**EXERCISE BRIEF**
Would you print the entire listing exactly, leaving nothing out?
◇ ◇ ◇ ◇ ◇
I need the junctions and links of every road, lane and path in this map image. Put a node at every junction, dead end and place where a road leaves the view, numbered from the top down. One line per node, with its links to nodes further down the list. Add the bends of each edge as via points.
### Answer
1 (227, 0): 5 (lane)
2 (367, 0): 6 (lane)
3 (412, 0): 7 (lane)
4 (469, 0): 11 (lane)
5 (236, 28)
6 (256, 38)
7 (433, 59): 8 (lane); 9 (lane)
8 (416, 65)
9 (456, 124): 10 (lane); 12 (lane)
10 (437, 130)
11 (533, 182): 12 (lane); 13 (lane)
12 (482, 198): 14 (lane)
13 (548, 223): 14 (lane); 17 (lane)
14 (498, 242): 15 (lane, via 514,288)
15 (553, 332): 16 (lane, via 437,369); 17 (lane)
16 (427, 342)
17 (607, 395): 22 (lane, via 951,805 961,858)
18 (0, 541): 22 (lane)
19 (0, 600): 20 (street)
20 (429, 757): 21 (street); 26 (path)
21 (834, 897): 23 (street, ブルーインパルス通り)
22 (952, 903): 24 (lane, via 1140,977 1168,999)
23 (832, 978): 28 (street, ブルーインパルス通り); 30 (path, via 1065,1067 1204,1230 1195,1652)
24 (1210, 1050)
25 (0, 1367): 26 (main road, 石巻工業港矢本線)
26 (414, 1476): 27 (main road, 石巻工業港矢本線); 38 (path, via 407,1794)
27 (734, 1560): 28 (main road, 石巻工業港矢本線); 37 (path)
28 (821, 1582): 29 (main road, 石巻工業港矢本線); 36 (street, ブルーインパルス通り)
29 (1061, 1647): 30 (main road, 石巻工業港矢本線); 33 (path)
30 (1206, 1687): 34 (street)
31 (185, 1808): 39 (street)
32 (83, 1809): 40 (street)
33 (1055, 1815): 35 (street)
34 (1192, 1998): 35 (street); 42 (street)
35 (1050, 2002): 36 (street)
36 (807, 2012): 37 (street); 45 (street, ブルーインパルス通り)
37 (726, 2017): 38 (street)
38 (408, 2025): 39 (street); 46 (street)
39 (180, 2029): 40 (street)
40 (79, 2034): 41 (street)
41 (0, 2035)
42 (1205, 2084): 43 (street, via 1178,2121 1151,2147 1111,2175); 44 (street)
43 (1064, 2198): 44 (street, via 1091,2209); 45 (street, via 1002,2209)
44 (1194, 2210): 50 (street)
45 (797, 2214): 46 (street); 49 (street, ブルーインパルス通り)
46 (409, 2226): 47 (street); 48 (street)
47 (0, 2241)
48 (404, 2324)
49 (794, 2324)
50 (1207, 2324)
◇ ◇ ◇ ◇ ◇
**TASK RESPONSE**
I need the junctions and links of every road, lane and path in this map image. Put a node at every junction, dead end and place where a road leaves the view, numbered from the top down. One line per node, with its links to nodes further down the list. Add the bends of each edge as via points.
### Answer
1 (227, 0): 5 (lane)
2 (367, 0): 6 (lane)
3 (412, 0): 7 (lane)
4 (469, 0): 11 (lane)
5 (236, 28)
6 (256, 38)
7 (433, 59): 8 (lane); 9 (lane)
8 (416, 65)
9 (456, 124): 10 (lane); 12 (lane)
10 (437, 130)
11 (533, 182): 12 (lane); 13 (lane)
12 (482, 198): 14 (lane)
13 (548, 223): 14 (lane); 17 (lane)
14 (498, 242): 15 (lane, via 514,288)
15 (553, 332): 16 (lane, via 437,369); 17 (lane)
16 (427, 342)
17 (607, 395): 22 (lane, via 951,805 961,858)
18 (0, 541): 22 (lane)
19 (0, 600): 20 (street)
20 (429, 757): 21 (street); 26 (path)
21 (834, 897): 23 (street, ブルーインパルス通り)
22 (952, 903): 24 (lane, via 1140,977 1168,999)
23 (832, 978): 28 (street, ブルーインパルス通り); 30 (path, via 1065,1067 1204,1230 1195,1652)
24 (1210, 1050)
25 (0, 1367): 26 (main road, 石巻工業港矢本線)
26 (414, 1476): 27 (main road, 石巻工業港矢本線); 38 (path, via 407,1794)
27 (734, 1560): 28 (main road, 石巻工業港矢本線); 37 (path)
28 (821, 1582): 29 (main road, 石巻工業港矢本線); 36 (street, ブルーインパルス通り)
29 (1061, 1647): 30 (main road, 石巻工業港矢本線); 33 (path)
30 (1206, 1687): 34 (street)
31 (185, 1808): 39 (street)
32 (83, 1809): 40 (street)
33 (1055, 1815): 35 (street)
34 (1192, 1998): 35 (street); 42 (street)
35 (1050, 2002): 36 (street)
36 (807, 2012): 37 (street); 45 (street, ブルーインパルス通り)
37 (726, 2017): 38 (street)
38 (408, 2025): 39 (street); 46 (street)
39 (180, 2029): 40 (street)
40 (79, 2034): 41 (street)
41 (0, 2035)
42 (1205, 2084): 43 (street, via 1178,2121 1151,2147 1111,2175); 44 (street)
43 (1064, 2198): 44 (street, via 1091,2209); 45 (street, via 1002,2209)
44 (1194, 2210): 50 (street)
45 (797, 2214): 46 (street); 49 (street, ブルーインパルス通り)
46 (409, 2226): 47 (street); 48 (street)
47 (0, 2241)
48 (404, 2324)
49 (794, 2324)
50 (1207, 2324)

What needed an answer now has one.